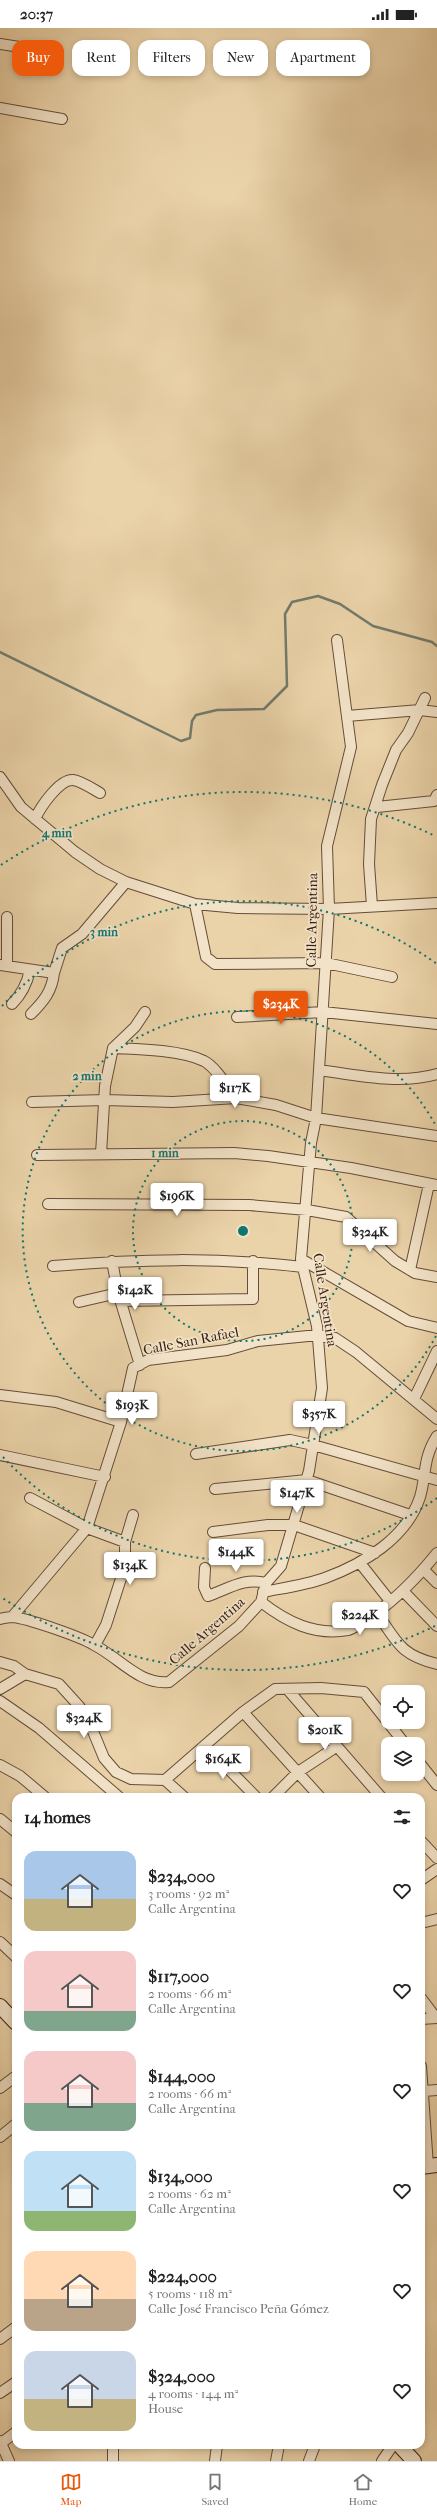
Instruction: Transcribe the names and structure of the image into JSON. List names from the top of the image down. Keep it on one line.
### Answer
▬▬▬
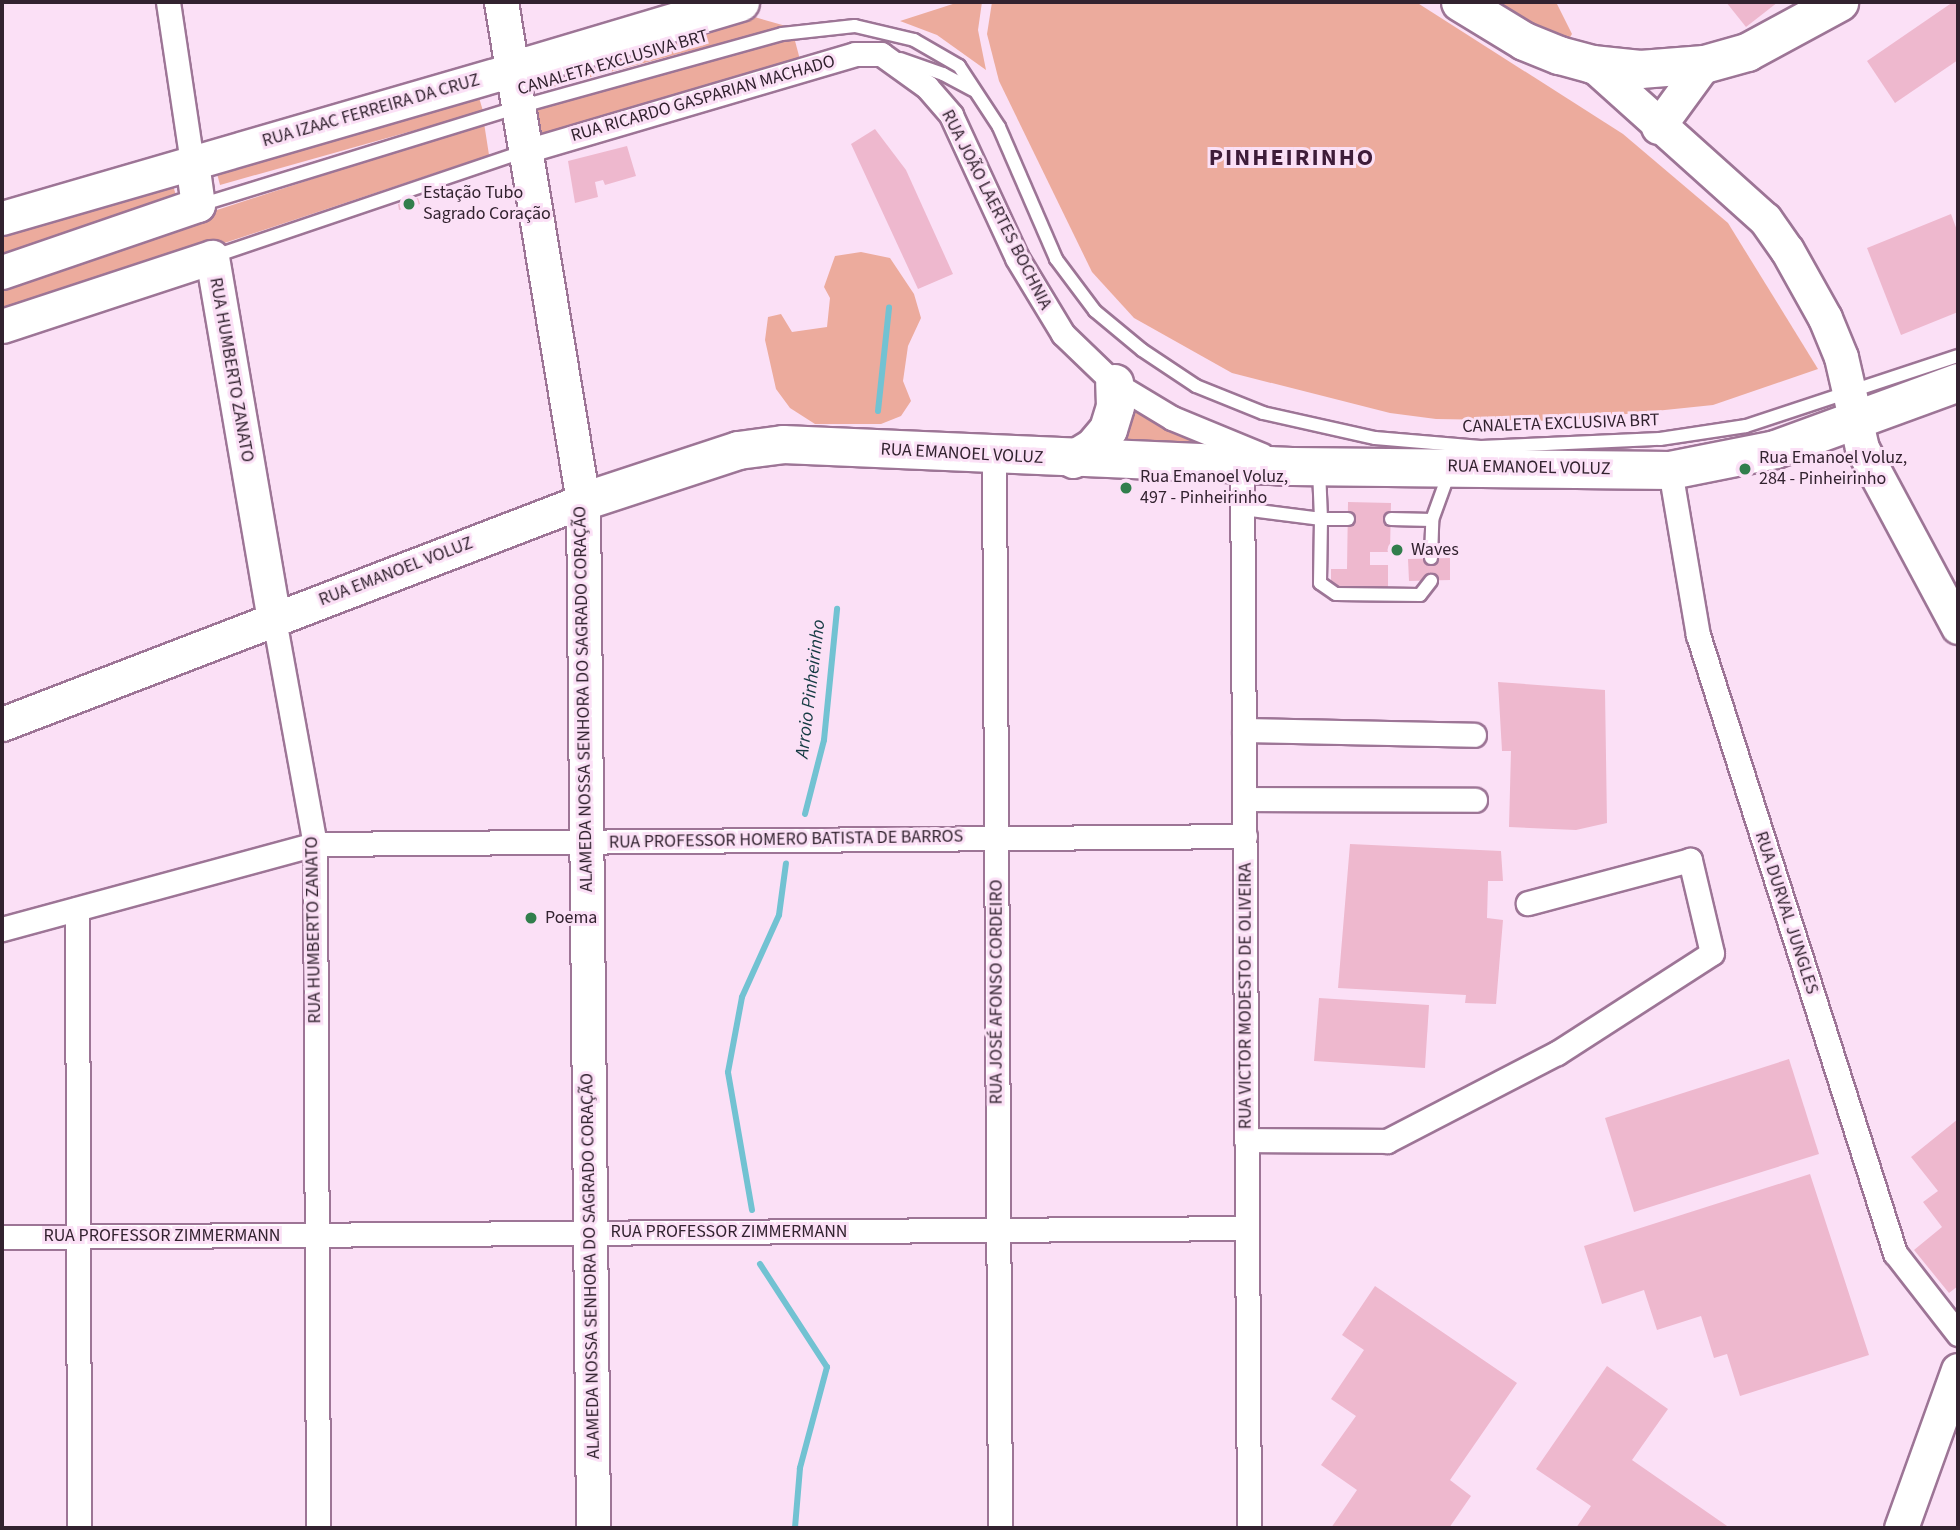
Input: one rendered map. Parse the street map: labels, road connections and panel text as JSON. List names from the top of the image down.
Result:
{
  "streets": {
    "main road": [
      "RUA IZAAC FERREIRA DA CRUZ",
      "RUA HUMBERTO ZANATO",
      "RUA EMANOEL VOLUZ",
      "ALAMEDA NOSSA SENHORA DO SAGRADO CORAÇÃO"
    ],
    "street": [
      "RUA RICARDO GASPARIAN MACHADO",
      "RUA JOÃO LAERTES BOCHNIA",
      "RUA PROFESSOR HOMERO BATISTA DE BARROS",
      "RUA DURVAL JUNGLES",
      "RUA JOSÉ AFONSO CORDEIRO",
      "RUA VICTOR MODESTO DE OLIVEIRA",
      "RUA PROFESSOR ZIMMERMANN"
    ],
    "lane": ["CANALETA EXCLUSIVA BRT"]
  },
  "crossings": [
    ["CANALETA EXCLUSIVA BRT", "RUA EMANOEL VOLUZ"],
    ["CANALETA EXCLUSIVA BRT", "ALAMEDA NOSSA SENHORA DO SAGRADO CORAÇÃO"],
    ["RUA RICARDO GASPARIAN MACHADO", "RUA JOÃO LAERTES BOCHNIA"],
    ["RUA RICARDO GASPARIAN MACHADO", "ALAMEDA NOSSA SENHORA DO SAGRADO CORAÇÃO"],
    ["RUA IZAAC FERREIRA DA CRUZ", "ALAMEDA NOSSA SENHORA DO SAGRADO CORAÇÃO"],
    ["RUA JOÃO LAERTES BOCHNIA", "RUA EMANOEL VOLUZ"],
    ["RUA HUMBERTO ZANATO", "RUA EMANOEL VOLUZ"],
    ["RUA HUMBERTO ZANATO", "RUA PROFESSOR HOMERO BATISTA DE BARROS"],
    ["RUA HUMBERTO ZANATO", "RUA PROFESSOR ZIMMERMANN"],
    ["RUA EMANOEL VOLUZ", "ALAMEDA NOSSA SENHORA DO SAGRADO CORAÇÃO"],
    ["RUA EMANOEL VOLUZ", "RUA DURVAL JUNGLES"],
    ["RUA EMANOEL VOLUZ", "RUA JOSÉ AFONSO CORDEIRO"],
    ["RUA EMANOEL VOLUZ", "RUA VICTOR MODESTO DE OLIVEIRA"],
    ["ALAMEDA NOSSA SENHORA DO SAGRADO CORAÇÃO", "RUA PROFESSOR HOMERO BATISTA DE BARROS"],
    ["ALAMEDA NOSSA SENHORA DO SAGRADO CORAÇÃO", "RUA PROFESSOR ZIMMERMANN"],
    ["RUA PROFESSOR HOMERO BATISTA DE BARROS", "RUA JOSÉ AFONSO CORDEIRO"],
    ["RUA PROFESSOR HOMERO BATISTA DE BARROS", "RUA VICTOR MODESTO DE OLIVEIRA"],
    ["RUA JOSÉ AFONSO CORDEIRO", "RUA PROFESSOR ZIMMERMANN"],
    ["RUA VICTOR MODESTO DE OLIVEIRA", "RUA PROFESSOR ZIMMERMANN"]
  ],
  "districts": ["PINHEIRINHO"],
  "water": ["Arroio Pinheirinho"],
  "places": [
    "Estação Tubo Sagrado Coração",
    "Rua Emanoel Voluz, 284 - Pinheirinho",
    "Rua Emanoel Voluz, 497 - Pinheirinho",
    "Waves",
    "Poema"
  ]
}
▬▬▬
WORK REQUIRED: In the listing, find all lines with the string "image" and copy them.

SOLVED PROBLEM:
Instruction: Transcribe the names and structure of the image into JSON. List names from the top of the image down. Keep it on one line.
Input: one rendered map. Parse the street map: labels, road connections and panel text as JSON. List names from the top of the image down.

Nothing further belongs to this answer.